▶ _WHAT NEEDS TO BE DONE_: Return the lines below in which the string "dead" occurs.

Stored data entries:
▽
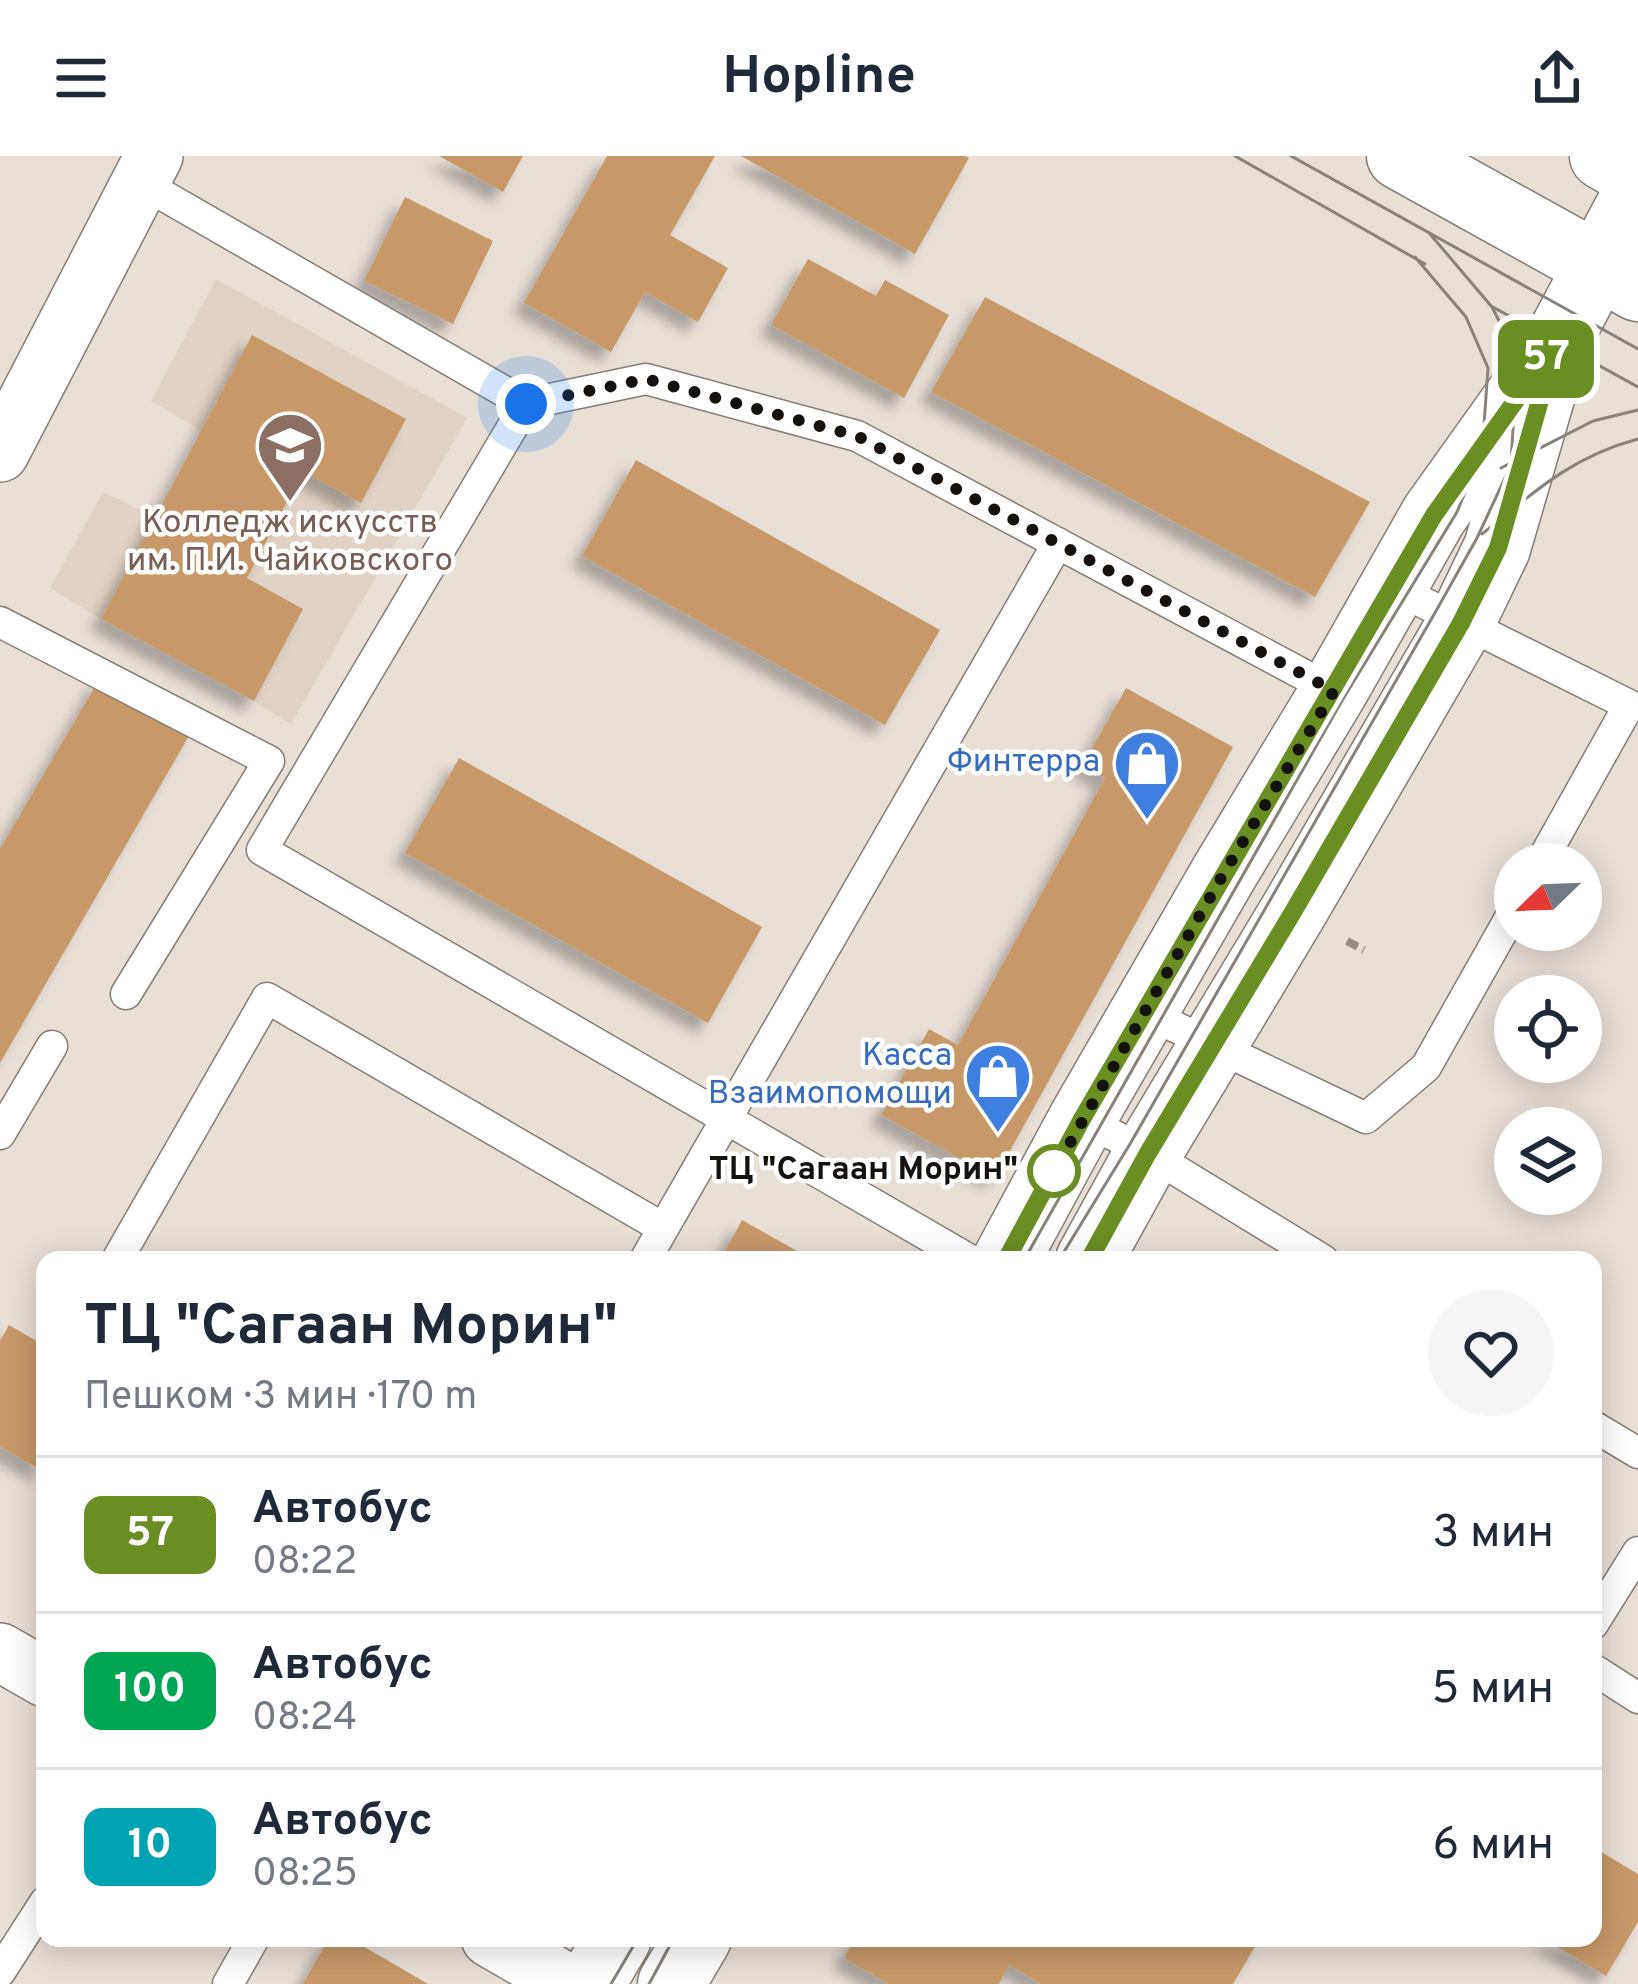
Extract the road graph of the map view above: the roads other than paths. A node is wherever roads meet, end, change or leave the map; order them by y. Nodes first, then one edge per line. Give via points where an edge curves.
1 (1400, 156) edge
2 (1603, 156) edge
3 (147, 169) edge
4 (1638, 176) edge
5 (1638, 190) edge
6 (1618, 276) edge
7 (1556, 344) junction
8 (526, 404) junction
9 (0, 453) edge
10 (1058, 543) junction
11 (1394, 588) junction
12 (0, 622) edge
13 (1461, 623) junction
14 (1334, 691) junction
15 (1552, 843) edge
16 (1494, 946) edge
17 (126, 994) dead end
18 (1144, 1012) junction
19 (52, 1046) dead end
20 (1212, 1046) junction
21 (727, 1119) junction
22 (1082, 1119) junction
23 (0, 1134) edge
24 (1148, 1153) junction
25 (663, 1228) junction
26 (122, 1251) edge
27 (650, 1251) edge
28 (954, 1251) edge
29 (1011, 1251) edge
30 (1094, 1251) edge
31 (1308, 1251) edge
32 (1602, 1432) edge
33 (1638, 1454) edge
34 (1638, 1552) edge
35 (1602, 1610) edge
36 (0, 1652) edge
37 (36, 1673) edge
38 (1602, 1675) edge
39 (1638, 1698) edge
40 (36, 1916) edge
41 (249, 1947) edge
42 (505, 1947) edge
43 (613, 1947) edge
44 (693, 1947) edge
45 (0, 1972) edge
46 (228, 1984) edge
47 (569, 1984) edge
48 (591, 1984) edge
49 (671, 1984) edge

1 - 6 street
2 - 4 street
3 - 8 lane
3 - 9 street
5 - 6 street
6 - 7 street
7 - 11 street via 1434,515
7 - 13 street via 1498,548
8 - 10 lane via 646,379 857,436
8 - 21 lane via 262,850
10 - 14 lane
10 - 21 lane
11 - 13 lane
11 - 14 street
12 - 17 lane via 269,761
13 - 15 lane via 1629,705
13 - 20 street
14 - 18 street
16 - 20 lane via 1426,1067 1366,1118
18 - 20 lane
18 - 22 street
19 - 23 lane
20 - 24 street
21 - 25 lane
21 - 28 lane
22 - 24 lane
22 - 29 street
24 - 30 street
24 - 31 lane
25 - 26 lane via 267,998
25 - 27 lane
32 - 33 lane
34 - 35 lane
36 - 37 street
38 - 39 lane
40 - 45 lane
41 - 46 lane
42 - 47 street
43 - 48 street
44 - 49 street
△
▶ _RESULT BELOW_:
17 (126, 994) dead end
19 (52, 1046) dead end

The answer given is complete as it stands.